Goal of the exercise:
Return, from the data below, each line that contains the word "main".

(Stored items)

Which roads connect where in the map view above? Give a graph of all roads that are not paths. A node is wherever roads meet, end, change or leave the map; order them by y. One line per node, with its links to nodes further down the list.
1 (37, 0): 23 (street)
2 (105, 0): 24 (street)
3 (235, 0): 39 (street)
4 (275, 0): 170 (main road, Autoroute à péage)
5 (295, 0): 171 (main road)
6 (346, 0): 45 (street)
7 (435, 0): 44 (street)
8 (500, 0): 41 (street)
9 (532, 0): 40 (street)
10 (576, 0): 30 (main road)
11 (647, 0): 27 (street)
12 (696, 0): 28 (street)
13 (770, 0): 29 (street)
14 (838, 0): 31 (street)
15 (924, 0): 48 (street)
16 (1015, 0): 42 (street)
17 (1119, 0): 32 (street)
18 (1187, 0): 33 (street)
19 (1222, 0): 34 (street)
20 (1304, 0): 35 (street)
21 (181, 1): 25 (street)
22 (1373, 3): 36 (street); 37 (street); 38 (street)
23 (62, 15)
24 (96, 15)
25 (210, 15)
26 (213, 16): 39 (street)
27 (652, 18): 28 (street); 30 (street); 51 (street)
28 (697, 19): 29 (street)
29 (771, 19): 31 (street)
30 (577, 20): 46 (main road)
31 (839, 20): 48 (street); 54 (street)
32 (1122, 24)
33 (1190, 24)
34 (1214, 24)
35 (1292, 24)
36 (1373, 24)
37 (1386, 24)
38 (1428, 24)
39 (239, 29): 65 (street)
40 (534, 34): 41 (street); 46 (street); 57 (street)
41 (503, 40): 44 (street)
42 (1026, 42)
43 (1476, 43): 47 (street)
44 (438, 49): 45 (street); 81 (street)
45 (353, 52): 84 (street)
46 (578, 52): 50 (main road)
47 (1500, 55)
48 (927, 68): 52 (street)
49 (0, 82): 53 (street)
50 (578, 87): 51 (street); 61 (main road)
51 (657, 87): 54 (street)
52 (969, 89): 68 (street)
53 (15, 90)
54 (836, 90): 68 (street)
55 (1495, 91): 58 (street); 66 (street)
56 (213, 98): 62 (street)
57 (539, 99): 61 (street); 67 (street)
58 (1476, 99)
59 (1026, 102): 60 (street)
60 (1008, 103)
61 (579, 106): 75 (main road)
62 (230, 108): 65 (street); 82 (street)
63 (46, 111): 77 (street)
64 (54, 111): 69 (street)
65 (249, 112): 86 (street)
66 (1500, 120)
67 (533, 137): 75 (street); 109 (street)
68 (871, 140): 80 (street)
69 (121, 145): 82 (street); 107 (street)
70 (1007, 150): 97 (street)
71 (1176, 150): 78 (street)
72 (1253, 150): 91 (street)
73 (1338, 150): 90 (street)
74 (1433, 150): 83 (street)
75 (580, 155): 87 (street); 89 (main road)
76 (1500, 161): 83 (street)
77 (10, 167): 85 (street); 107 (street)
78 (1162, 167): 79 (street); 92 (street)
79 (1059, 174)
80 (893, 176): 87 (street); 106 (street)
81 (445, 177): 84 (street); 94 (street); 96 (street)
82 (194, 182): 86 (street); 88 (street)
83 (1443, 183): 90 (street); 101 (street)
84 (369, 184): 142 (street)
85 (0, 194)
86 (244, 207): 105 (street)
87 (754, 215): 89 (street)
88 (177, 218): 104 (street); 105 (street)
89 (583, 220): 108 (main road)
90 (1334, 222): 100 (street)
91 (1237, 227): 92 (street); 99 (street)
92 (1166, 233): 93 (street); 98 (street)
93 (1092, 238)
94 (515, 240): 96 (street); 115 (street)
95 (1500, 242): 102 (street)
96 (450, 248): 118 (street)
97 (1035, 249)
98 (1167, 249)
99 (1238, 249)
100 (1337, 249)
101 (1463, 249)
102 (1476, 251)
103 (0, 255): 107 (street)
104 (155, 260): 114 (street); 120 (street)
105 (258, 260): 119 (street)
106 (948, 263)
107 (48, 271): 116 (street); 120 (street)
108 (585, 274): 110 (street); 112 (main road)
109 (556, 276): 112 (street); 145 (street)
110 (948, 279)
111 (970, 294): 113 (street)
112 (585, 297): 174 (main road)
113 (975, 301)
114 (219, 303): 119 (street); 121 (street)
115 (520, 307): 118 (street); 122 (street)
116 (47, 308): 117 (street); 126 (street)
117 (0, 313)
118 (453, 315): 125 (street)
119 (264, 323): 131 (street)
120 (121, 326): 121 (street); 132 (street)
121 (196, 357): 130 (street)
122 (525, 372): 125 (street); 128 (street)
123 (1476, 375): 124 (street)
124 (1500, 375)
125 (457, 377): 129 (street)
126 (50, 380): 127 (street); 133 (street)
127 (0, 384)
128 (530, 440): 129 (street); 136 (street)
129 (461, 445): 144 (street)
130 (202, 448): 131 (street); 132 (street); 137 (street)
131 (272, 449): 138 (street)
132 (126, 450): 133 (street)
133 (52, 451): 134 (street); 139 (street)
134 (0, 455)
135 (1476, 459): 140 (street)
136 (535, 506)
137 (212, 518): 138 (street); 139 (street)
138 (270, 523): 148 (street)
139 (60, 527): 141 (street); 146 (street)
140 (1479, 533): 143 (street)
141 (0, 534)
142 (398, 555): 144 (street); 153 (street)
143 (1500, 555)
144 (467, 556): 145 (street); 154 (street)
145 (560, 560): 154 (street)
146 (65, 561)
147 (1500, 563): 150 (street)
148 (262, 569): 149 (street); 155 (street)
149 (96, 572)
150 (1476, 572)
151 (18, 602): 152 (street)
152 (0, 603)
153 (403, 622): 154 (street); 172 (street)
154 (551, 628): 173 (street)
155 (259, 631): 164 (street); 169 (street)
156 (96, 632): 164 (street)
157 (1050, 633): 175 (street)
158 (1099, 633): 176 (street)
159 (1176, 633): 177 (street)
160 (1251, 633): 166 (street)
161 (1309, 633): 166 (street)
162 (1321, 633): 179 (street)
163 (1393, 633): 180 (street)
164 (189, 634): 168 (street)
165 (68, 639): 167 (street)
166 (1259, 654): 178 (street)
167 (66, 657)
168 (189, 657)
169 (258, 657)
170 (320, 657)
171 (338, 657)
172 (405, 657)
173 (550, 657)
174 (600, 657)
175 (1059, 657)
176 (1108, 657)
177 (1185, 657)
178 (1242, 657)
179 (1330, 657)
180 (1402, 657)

Completed exercise:
4 (275, 0): 170 (main road, Autoroute à péage)
5 (295, 0): 171 (main road)
10 (576, 0): 30 (main road)
30 (577, 20): 46 (main road)
46 (578, 52): 50 (main road)
50 (578, 87): 51 (street); 61 (main road)
61 (579, 106): 75 (main road)
75 (580, 155): 87 (street); 89 (main road)
89 (583, 220): 108 (main road)
108 (585, 274): 110 (street); 112 (main road)
112 (585, 297): 174 (main road)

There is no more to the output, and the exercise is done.